Br J Pain ; 7(1): 48-55, 2013 Feb.
Artículo en Inglés | MEDLINE | ID: mdl-26516497

RESUMEN

1. The group of patients with so-called 'failed back surgery syndrome' (FBSS) is very diverse. Published studies evaluating the outcome of surgical treatment vary widely in terms of surgical interventions that were performed. Results from these papers cannot be generally applied to all people who have persisting complaints after low back surgery. 2. The literature search that was performed demonstrated that the articles that scored as acceptable on assessment bias demonstrated a low to moderate patient-perceived recovery percentage. The only randomized controlled trial on this topic did not demonstrate a difference between instrumented fusion and cognitive intervention and exercise. 3. Current research does not show repeat surgery to be successful in 'FBSS patients', but clinical practice indicates that, in a small, carefully selected group, repeat surgery can yield rewarding results.

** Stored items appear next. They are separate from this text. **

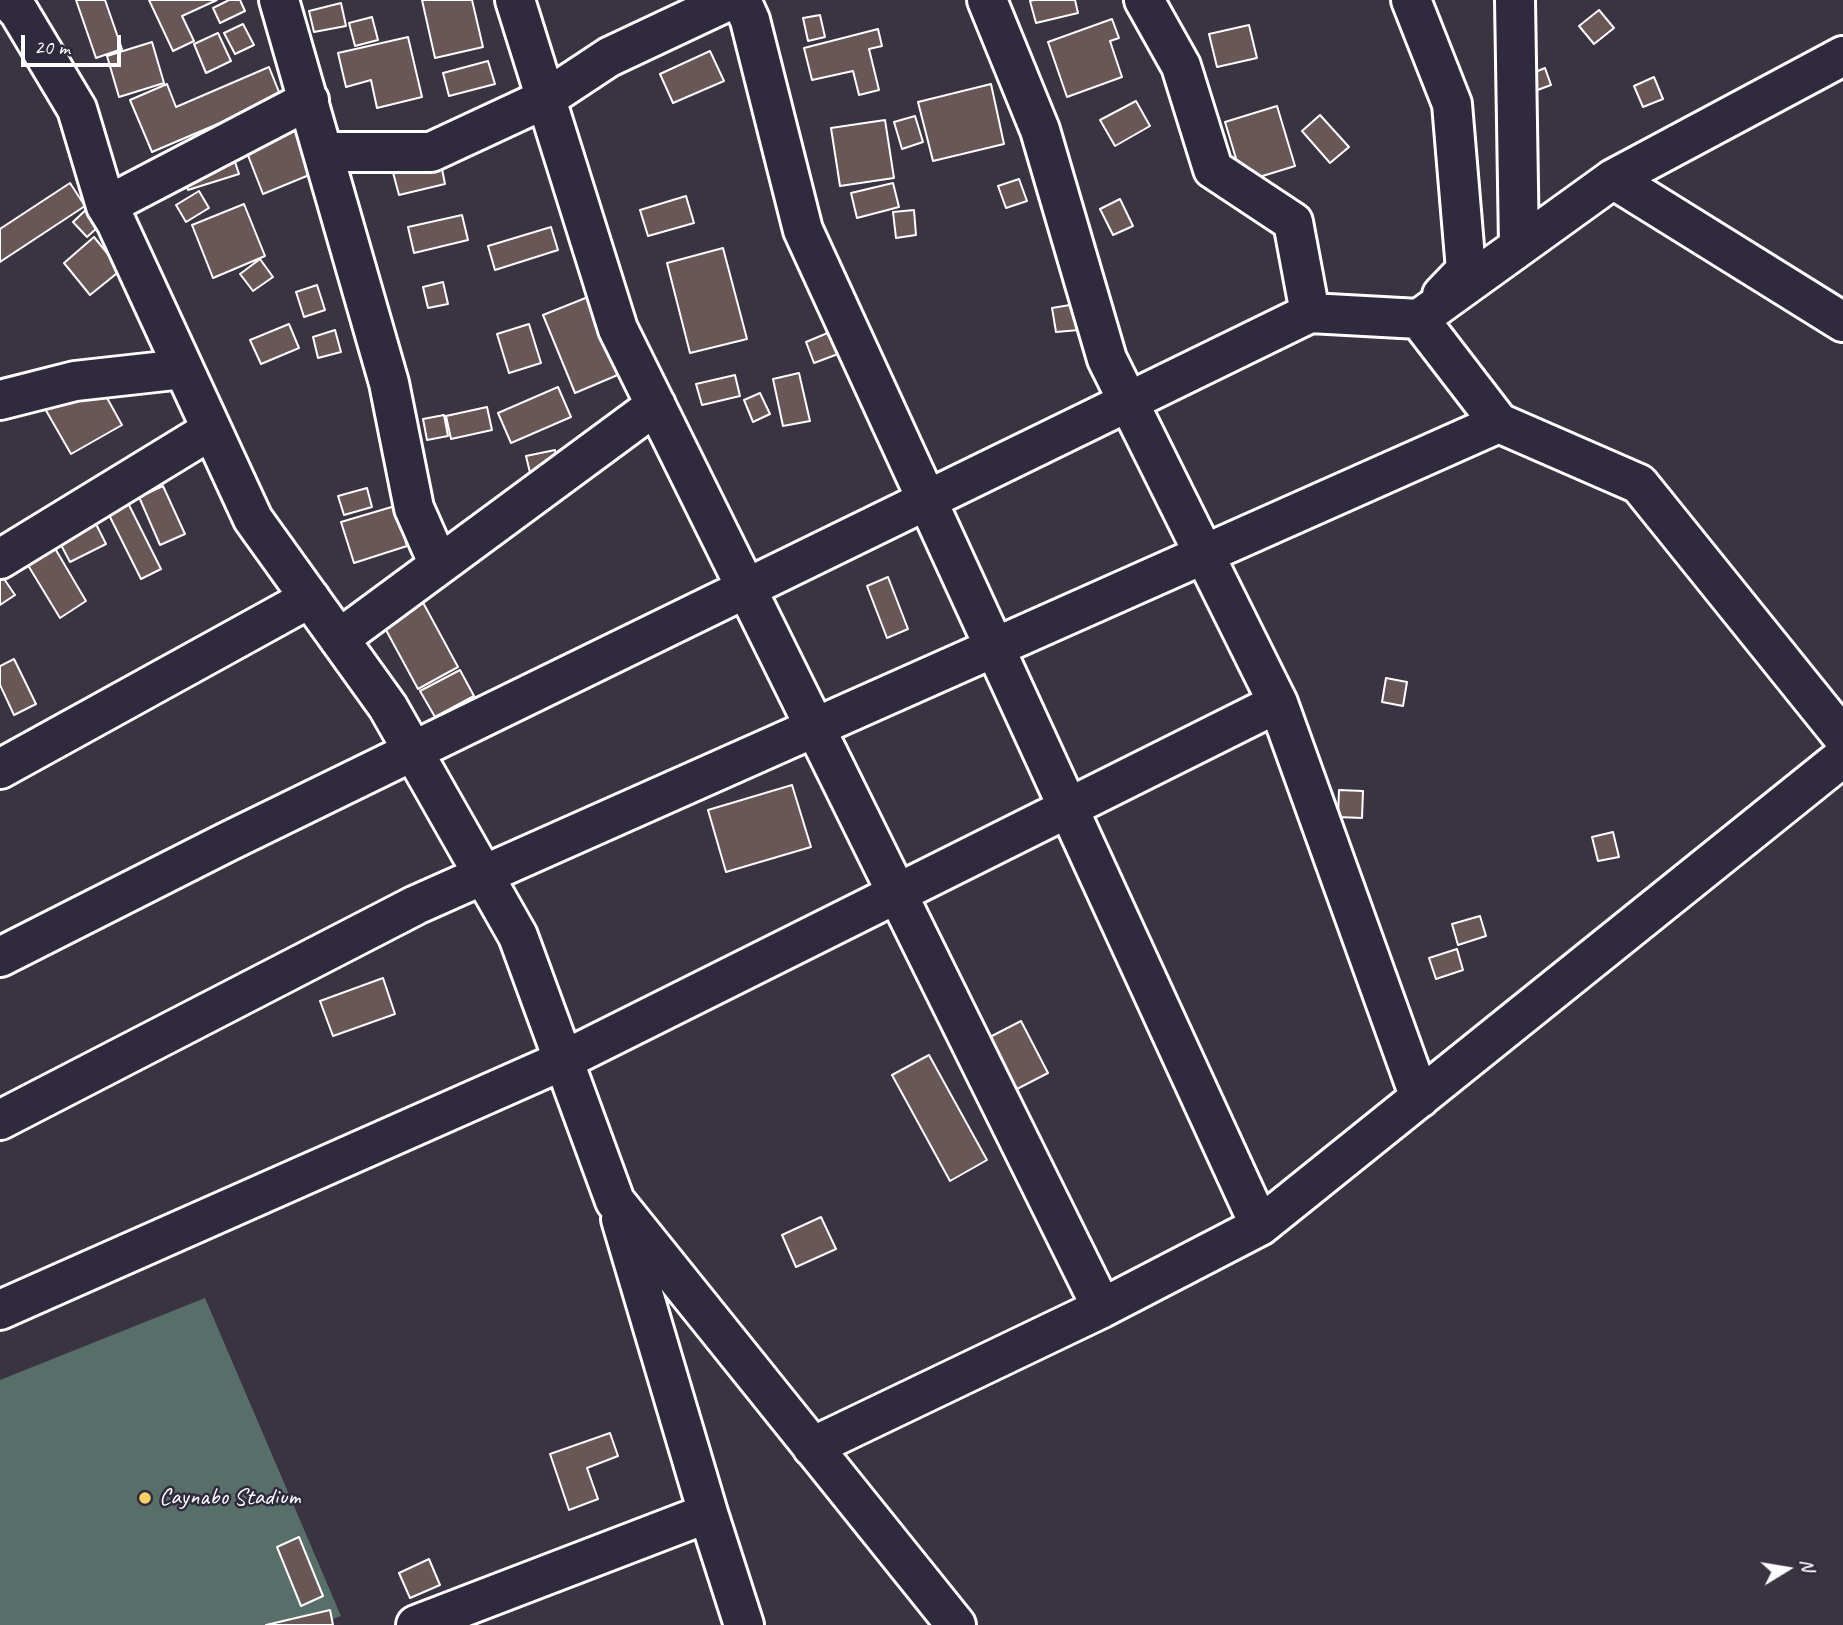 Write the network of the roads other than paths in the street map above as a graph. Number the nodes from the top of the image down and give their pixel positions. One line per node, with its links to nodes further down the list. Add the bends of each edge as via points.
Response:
1 (279, 0): 12 (street)
2 (515, 0): 11 (street)
3 (730, 0): 11 (street, via 609,57)
4 (741, 0): 26 (street, via 751,20 803,230)
5 (987, 0): 22 (street, via 1040,130 1107,359)
6 (1144, 0): 17 (street, via 1181,66 1213,169 1293,222)
7 (1411, 0): 18 (street, via 1452,104 1466,270)
8 (1515, 0): 16 (street)
9 (24, 4): 15 (street, via 77,109)
10 (1843, 56): 14 (street)
11 (547, 98): 13 (street, via 431,152); 23 (street, via 618,329)
12 (309, 100): 13 (street); 15 (street)
13 (324, 152): 29 (street, via 389,383 414,508)
14 (1613, 179): 16 (street); 19 (street)
15 (106, 206): 20 (street)
16 (1519, 246): 18 (street)
17 (1310, 313): 18 (street); 22 (street)
18 (1419, 319): 24 (street)
19 (1843, 321)
20 (183, 369): 21 (street, via 75,381); 25 (street)
21 (0, 400)
22 (1128, 402): 26 (street); 27 (street)
23 (656, 405): 29 (street); 30 (street)
24 (1499, 423): 27 (street); 36 (street, via 1639,484)
25 (212, 430): 28 (street); 31 (street, via 253,520)
26 (927, 500): 30 (street); 33 (street)
27 (1203, 553): 33 (street); 34 (street)
28 (0, 559)
29 (439, 565): 32 (street)
30 (747, 589): 35 (street); 37 (street)
31 (310, 598): 32 (street); 39 (street)
32 (339, 639): 37 (street, via 388,707)
33 (994, 647): 35 (street); 40 (street)
34 (1278, 703): 40 (street); 45 (street)
35 (815, 727): 41 (street); 42 (street)
36 (1843, 737)
37 (413, 752): 41 (street); 43 (street)
38 (1843, 757): 45 (street)
39 (0, 769)
40 (1068, 808): 42 (street); 48 (street)
41 (483, 875): 44 (street, via 518,936); 46 (street, via 416,905)
42 (898, 894): 44 (street); 49 (street)
43 (0, 957)
44 (564, 1060): 47 (street); 50 (street)
45 (1420, 1098): 48 (street)
46 (0, 1120)
47 (615, 1201): 51 (street); 52 (street)
48 (1260, 1226): 49 (street)
49 (1102, 1308): 51 (street)
50 (0, 1310)
51 (812, 1447): 55 (street)
52 (708, 1513): 53 (street); 54 (street)
53 (416, 1625)
54 (744, 1625)
55 (956, 1625)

However, parameters that make a patient prone to recover from a subsequent surgical intervention cannot be found in the literature. 4. The term 'failed back surgery syndrome' implies a causative role of surgery in a problem situation; failed back surgery syndrome is frequently regarded as failed back surgery. The literature does not, however, provide evidence for this. 5. It is important to inform the patient adequately to shape realistic expectations. Preoperative evaluation of parameters evaluating the psychological condition could help to better predict the outcome of surgery. 6. The term 'failed back surgery syndrome' has been demonstrated to be an ill-defined term, serving as a container for all kinds of back and leg problems, and wrongly implying a definite role for the surgical intervention in the aetiology. We suggest shifting the paradigm to 'failed back syndrome'. With this term we suggest defining those patients with back and radicular leg pain without a structural deficit, or with a structural deficit that has a low a priori chance of benefiting from a surgical intervention.